Paolo incontra tante donne, si innamora soltanto due volte. L’epicentro della sua costellazione femminile è Arianna, bella e ingenua, ma anche sottovalutata. Le donne, per lui, sono materne o mignotte. Quelle materne danno un amore gratuito e accudente, proprio come una madre, non creano dipendenza e al letto mettono i limiti. Non si può fare tutto. Le mignotte ti tirano fuori quanto hai di peggiore e poi te lo ritorcono contro, però sono loro che servono a portare le altre sul palmo della mano.
Il perverso non sa cosa sia il limite e Paolo vive senza limiti. Cerca corpi in quanto carne, la carne è muta, non ha linguaggio. Così va avanti la storia con Arianna, tra angherie, violenze e soprusi che alimentano l’illusione di una fusione simbiotica con una donna, ma Arianna comincia a parlare e mette Paolo con le spalle al muro. Non c’è più un corpo di cui godere a proprio piacimento, allora la perversione rovescia e il desiderio del soggetto diventa desiderio di generare l’angoscia nell’Altro. Paolo fa sì che Arianna subisca un TSO. Lei diventa Docile come un agnellino. Si tratta, però, di una docilità apparente, di una resa che la porterà all’autodistruzione passando per una gravidanza non voluta seguita dal riconoscimento di una inidoneità genitoriale e infine un tentativo di suicidio.

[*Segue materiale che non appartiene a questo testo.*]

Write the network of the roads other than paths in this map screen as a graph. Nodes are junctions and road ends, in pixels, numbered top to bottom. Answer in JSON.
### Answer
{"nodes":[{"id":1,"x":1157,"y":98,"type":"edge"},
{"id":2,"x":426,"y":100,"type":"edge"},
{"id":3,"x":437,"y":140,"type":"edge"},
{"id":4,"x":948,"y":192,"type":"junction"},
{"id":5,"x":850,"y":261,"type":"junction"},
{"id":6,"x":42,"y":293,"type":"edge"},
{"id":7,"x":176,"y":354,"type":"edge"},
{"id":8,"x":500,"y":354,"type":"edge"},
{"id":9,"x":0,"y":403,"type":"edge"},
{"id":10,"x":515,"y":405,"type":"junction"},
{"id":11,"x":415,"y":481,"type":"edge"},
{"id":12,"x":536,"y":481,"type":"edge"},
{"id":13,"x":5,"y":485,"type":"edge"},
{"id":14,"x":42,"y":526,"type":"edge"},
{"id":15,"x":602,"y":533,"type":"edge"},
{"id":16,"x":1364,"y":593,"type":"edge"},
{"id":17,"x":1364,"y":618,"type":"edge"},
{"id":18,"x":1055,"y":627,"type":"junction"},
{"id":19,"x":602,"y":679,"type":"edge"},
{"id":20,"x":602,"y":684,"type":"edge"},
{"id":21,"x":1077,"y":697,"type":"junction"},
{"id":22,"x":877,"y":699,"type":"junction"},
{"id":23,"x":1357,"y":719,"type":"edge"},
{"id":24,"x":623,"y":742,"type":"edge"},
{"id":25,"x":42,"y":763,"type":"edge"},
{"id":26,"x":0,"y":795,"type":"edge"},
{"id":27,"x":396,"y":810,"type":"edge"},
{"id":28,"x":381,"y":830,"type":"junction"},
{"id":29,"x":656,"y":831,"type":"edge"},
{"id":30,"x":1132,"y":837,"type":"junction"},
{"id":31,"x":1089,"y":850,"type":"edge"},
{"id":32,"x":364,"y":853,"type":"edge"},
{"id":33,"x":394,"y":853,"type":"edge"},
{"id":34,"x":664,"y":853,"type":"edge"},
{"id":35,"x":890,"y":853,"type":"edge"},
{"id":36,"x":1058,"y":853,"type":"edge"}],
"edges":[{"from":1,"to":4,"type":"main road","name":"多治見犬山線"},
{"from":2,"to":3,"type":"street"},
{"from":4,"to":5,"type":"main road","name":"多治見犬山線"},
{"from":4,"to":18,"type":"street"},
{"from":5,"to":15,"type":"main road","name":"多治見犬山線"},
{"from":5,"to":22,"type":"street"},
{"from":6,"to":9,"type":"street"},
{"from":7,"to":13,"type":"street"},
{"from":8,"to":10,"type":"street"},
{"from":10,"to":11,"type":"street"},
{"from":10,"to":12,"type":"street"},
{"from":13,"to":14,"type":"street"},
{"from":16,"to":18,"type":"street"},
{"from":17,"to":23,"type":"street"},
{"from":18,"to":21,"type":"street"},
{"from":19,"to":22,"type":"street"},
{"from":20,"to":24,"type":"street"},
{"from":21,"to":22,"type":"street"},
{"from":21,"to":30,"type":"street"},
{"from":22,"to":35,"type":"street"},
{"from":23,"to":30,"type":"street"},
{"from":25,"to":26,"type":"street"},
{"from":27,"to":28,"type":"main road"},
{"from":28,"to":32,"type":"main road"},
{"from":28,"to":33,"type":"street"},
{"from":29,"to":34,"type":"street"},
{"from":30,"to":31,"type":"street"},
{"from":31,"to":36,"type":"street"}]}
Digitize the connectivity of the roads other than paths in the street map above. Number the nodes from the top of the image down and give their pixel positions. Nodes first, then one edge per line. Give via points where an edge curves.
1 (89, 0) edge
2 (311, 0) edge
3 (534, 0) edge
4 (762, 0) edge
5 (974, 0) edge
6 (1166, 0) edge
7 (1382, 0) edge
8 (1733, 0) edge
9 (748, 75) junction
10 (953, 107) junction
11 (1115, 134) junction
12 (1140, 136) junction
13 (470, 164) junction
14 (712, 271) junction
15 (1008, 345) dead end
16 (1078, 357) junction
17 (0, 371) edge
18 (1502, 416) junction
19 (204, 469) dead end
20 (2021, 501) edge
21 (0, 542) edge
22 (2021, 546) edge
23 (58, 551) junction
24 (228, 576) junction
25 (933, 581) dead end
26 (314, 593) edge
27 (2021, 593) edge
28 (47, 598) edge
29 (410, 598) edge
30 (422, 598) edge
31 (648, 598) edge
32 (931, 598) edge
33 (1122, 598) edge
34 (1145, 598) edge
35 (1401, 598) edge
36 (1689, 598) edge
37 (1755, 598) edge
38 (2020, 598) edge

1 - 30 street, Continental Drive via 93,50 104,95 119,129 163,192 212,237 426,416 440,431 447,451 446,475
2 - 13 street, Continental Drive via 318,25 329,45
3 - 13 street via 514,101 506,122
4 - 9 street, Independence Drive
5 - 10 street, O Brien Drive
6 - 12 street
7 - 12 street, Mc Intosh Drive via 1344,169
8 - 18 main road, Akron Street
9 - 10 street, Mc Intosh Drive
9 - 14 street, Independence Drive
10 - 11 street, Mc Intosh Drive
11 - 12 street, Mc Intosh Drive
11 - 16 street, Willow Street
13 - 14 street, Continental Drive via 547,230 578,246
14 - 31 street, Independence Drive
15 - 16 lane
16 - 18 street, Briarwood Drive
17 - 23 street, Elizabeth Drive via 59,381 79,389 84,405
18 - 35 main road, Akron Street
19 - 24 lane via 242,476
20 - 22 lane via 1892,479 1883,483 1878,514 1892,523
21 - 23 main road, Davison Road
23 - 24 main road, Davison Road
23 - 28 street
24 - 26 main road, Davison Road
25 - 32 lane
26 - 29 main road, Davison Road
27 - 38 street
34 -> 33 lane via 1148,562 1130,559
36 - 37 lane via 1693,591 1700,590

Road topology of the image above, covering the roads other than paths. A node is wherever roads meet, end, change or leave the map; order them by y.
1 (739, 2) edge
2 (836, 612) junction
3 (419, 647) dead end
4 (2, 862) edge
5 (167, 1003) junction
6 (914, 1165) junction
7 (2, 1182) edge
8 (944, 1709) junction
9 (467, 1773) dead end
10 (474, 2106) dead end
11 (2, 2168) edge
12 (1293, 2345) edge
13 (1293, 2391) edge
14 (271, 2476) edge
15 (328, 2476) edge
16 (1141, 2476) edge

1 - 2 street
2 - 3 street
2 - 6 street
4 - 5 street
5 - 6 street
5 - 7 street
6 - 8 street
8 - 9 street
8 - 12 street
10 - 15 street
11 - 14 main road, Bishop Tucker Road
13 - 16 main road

Paolo continua la cronaca puntuale della sua vita in balia della pulsione, una pulsione diretta, negativa che ferisce e distrugge senza lasciare spazio ad altro, come se altro non esistesse. Sollecitato, allora, dall’intervistatrice, a riconoscere un qualche tratto di crudeltà nel suo agire si lascia andare al racconto della sua infanzia. Il padre non lo voleva, era violento e si ubriacava. La madre era depressa e tentava continui suicidi, così lui si ritrova ad essere collocato ovunque. Nessuno lo voleva tenere con sé. Cresce nervoso, irascibile, caratteriale come dicono gli altri, ma lui afferma di essere stato soltanto un disperato e chiede «Tu lo sai cosa significa cercare lo sguardo di tua madre e vedere solo nebbia?»
La nebbia non fa vedere la strada, i limiti della strada e così Paolo ha vissuto la sua vita senza limiti, mentre Arianna, come ci dice C. Mammoliti, non ha potuto riconoscere i suoi limiti prima di distruggersi per amore.